* WHAT TO WORK ON
The lines to copy from the data below are those that hold the string "roads".

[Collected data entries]
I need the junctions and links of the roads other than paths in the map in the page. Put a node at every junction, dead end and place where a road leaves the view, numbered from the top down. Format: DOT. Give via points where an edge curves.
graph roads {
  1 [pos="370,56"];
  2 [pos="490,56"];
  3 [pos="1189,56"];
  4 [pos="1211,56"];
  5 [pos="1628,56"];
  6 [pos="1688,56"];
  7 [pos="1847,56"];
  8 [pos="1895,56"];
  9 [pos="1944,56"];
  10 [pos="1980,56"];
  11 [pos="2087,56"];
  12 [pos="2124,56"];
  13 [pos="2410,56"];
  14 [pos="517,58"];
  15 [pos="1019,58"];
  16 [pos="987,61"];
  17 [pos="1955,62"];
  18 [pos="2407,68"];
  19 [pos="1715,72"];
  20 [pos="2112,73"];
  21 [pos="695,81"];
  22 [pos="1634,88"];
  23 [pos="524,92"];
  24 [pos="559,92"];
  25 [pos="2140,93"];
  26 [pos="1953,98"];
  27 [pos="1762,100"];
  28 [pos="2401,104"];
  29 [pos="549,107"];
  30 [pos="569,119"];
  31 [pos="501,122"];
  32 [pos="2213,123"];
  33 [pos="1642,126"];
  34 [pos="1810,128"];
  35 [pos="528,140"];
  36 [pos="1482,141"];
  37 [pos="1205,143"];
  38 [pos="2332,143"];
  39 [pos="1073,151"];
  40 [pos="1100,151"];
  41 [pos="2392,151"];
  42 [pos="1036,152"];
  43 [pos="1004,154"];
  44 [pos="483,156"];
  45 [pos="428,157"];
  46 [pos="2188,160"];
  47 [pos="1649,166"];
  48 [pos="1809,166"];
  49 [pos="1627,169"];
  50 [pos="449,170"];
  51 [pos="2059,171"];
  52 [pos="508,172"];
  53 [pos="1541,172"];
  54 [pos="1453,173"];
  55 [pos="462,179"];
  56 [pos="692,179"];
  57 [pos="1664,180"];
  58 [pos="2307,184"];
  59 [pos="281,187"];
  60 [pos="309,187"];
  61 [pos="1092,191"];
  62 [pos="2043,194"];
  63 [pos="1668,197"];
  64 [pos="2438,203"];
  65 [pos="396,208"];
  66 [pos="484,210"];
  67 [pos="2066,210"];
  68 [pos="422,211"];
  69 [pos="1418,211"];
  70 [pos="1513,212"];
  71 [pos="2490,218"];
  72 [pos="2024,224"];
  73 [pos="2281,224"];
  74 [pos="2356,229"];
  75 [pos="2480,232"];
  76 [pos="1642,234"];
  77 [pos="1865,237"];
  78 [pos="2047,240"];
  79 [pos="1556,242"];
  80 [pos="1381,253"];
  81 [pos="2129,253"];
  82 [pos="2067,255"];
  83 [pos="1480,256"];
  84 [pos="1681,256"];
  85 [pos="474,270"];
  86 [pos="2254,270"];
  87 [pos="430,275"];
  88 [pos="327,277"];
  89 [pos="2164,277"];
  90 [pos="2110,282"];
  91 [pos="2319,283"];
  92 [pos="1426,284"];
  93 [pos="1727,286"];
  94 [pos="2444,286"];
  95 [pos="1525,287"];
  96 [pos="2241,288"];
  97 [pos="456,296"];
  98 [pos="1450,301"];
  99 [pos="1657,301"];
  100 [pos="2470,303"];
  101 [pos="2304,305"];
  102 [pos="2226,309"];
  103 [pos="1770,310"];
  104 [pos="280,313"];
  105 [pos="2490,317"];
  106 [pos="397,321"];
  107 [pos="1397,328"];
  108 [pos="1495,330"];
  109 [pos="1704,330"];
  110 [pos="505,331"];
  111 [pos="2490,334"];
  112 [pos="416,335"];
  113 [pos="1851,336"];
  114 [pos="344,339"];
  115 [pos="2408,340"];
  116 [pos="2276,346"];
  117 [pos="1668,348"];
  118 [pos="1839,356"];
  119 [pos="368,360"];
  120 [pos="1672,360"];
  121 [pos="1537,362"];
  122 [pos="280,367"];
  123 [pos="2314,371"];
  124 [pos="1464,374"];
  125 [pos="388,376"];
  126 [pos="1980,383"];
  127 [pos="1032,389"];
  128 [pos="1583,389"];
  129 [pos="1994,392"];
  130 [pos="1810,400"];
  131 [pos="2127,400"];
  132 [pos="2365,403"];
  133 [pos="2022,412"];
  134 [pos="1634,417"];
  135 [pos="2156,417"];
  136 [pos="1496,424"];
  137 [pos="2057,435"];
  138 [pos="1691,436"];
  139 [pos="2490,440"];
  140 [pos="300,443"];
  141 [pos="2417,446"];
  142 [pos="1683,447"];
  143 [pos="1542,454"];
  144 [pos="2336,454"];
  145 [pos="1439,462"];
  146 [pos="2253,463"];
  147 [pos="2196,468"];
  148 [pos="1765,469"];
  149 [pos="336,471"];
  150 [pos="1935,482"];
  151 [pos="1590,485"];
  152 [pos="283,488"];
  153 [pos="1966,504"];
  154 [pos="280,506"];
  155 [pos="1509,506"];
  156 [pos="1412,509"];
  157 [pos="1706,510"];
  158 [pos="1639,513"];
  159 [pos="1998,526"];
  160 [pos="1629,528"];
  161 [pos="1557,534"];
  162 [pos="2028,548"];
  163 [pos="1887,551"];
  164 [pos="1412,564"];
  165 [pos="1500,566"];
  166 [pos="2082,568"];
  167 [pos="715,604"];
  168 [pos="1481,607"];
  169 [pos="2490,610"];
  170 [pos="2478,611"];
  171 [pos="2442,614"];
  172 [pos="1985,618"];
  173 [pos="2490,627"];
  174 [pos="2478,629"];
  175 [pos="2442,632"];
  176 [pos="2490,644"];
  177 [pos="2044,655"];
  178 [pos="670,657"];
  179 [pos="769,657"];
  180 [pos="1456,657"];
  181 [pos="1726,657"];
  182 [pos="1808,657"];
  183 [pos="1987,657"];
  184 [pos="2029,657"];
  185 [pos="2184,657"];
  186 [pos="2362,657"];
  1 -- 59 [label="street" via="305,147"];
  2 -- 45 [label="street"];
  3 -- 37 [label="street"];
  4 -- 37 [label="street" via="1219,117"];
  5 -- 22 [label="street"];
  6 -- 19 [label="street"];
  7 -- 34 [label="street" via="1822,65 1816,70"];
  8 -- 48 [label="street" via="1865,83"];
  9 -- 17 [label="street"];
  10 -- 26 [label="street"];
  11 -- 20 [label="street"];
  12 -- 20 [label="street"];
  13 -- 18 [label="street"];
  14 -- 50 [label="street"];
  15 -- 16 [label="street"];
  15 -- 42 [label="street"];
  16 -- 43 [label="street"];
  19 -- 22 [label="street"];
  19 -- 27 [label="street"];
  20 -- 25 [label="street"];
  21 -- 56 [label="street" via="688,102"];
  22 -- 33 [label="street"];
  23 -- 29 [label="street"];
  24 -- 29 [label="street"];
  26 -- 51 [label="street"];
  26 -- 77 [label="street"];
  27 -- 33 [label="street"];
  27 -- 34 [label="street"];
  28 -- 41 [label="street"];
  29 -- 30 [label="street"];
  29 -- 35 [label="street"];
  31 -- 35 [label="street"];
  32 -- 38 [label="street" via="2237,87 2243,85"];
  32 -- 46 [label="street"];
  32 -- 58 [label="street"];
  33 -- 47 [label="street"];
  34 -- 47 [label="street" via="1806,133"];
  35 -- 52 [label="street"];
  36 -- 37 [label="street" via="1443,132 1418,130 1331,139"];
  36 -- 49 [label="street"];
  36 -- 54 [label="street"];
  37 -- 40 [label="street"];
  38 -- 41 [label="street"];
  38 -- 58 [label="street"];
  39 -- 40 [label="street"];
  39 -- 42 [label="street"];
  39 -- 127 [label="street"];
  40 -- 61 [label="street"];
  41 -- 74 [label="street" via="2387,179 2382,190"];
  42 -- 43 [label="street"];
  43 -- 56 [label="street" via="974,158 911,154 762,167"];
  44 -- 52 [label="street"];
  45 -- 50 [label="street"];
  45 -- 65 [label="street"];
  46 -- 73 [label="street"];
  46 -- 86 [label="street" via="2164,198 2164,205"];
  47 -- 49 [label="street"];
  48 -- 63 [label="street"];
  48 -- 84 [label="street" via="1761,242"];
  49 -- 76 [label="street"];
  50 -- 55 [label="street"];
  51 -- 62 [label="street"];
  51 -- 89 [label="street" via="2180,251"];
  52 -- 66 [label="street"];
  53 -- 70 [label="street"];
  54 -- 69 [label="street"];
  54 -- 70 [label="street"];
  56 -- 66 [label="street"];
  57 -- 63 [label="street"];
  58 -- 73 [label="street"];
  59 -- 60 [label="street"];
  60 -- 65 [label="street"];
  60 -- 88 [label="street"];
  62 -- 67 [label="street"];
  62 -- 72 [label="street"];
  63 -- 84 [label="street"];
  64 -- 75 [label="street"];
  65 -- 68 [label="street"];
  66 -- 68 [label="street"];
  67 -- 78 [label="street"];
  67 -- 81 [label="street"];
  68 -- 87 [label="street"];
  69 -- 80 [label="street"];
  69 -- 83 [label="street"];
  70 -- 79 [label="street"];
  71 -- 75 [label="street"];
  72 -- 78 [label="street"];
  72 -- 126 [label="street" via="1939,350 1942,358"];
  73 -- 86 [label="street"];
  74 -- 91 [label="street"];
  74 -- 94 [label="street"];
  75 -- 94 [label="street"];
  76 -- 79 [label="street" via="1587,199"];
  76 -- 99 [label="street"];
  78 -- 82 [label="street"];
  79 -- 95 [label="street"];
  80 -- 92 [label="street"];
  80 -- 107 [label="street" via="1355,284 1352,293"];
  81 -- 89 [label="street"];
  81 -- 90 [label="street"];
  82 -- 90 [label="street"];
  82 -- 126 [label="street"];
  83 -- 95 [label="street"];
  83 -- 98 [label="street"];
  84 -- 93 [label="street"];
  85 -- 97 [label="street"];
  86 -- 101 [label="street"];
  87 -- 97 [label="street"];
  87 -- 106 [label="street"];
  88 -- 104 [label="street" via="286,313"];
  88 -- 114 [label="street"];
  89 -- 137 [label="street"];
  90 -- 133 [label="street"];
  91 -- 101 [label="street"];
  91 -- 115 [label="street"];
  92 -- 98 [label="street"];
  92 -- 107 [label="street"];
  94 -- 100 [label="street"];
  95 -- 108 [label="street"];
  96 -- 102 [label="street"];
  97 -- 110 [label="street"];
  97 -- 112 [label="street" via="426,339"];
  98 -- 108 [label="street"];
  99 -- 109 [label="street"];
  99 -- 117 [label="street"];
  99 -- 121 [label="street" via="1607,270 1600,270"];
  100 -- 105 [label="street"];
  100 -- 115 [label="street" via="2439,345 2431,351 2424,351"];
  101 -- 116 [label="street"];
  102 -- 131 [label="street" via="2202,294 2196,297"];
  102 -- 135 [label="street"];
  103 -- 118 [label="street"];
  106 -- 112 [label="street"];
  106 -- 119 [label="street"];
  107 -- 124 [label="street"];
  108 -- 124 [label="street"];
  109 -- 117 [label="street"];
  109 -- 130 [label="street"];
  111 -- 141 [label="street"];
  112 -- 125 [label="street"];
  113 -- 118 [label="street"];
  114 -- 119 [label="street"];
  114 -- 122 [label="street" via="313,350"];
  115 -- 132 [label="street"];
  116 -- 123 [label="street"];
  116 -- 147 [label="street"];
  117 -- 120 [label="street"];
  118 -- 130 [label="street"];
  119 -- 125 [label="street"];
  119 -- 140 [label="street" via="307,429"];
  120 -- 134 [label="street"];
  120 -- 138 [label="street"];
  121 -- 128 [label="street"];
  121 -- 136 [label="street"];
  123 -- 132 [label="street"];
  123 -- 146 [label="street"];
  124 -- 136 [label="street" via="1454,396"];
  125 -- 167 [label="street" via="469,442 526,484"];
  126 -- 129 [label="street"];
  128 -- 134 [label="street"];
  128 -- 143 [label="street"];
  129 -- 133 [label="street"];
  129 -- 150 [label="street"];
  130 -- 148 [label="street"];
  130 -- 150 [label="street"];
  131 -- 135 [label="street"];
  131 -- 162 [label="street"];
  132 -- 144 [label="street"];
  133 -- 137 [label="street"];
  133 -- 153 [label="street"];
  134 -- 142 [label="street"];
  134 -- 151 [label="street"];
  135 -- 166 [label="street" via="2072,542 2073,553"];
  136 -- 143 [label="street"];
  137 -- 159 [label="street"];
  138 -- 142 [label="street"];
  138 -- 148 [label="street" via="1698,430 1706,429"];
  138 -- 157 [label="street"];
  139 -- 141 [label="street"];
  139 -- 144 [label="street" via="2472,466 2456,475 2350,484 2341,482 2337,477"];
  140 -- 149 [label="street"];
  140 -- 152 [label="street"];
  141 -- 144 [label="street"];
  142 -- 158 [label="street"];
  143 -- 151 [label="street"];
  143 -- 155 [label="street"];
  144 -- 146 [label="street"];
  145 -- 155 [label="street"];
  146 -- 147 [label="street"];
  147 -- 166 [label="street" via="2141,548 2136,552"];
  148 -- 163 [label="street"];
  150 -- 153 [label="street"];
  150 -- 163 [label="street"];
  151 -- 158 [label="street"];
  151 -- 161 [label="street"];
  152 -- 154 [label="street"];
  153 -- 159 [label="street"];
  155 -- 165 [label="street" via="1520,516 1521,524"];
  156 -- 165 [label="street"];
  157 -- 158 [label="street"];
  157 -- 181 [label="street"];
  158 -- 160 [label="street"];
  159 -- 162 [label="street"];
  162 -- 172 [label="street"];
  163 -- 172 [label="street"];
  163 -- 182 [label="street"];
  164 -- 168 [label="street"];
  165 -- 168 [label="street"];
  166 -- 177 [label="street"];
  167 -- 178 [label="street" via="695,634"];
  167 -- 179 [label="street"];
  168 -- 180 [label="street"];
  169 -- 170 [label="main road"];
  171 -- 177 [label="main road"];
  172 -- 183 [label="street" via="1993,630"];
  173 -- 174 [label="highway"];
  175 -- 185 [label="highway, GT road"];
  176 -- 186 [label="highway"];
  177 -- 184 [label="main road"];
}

* TASK RESPONSE
I need the junctions and links of the roads other than paths in the map in the page. Put a node at every junction, dead end and place where a road leaves the view, numbered from the top down. Format: DOT. Give via points where an edge curves.
graph roads {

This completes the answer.